Stopping GIF Animation Programmatically

I am developing a Twitter application which references to the images directly from Twitter. How can I prevent animated gifs from being played?

Using window.stop() at the end of the page does not work for me in Firefox.

Is there a better JavaScript hack? Preferable this should work for all browsers


Solution 1:

Inspired by the answer of @Karussell I wrote Gifffer. Check it out here https://github.com/krasimir/gifffer

It automatically adds stop/play control on top of your Gif.

Solution 2:

This is not a cross browser solution but this worked in firefox and opera (not in ie8 :-/). Taken from here

[].slice.apply(document.images).filter(is_gif_image).map(freeze_gif);

function is_gif_image(i) {
    return /^(?!data:).*\.gif/i.test(i.src);
}

function freeze_gif(i) {
    var c = document.createElement('canvas');
    var w = c.width = i.width;
    var h = c.height = i.height;
    c.getContext('2d').drawImage(i, 0, 0, w, h);
    try {
        i.src = c.toDataURL("image/gif"); // if possible, retain all css aspects
    } catch(e) { // cross-domain -- mimic original with all its tag attributes
        for (var j = 0, a; a = i.attributes[j]; j++)
            c.setAttribute(a.name, a.value);
        i.parentNode.replaceChild(c, i);
    }
}

Solution 3:

In an attempt to improve on Karussell's answer, this version should be cross-browser, freezes all images including those that have an incorrect file ending (e.g. automated image loading pages), and does not conflict with the function of the original image, allowing the original to be right clicked as if it were moving.

I would make it detect animation but that is much more intensive than just freezing them regardless.

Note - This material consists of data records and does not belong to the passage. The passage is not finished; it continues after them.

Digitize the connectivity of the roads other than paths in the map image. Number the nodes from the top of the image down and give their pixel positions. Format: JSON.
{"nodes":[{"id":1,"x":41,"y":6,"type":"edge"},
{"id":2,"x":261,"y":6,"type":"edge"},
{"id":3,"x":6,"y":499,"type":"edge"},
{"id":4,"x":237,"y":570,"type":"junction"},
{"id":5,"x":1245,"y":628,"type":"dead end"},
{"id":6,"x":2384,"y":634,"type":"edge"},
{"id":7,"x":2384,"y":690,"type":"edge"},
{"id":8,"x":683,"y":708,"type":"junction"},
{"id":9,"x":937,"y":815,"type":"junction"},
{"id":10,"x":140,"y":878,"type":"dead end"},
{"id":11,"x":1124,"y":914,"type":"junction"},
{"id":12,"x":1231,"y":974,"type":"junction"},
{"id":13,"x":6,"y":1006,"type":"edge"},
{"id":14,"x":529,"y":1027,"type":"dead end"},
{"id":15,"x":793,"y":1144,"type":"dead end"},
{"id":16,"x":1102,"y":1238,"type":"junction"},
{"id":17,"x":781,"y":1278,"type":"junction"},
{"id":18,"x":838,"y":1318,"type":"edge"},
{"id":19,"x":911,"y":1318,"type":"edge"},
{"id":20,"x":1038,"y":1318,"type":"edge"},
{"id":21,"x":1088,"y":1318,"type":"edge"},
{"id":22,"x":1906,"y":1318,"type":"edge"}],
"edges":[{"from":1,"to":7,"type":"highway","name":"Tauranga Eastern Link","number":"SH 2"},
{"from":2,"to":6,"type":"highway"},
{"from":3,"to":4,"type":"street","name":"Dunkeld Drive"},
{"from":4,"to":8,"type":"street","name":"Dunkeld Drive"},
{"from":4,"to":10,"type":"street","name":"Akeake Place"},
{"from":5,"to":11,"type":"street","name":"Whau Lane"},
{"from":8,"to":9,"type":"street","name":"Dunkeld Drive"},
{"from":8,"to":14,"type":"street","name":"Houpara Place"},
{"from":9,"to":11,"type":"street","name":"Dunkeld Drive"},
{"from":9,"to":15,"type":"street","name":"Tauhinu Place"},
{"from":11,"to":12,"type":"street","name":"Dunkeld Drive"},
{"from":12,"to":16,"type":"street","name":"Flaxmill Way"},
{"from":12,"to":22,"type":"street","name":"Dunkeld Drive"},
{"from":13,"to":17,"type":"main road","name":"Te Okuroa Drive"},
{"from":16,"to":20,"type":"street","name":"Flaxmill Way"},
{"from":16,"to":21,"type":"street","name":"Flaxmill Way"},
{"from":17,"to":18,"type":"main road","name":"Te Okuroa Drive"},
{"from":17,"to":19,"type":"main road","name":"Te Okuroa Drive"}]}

function createElement(type, callback) {
    var element = document.createElement(type);

    callback(element);

    return element;
}

function freezeGif(img) {
    var width = img.width,
    height = img.height,
    canvas = createElement('canvas', function(clone) {
        clone.width = width;
        clone.height = height;
    }),
    attr,
    i = 0;

    var freeze = function() {
        canvas.getContext('2d').drawImage(img, 0, 0, width, height);

        for (i = 0; i < img.attributes.length; i++) {
            attr = img.attributes[i];

            if (attr.name !== '"') { // test for invalid attributes
                canvas.setAttribute(attr.name, attr.value);
            }
        }

        canvas.style.position = 'absolute';

        img.parentNode.insertBefore(canvas, img);
        img.style.opacity = 0;
    };

    if (img.complete) {
        freeze();
    } else {
        img.addEventListener('load', freeze, true);
    }
}

function freezeAllGifs() {
    return new Array().slice.apply(document.images).map(freezeGif);
}

freezeAllGifs();

Solution 4:

This is a bit of a hack, but you could try loading the gif into an iframe and calling window.stop() from inside the iframe (on itself) once the image has loaded. This prevents the rest of the page from stopping.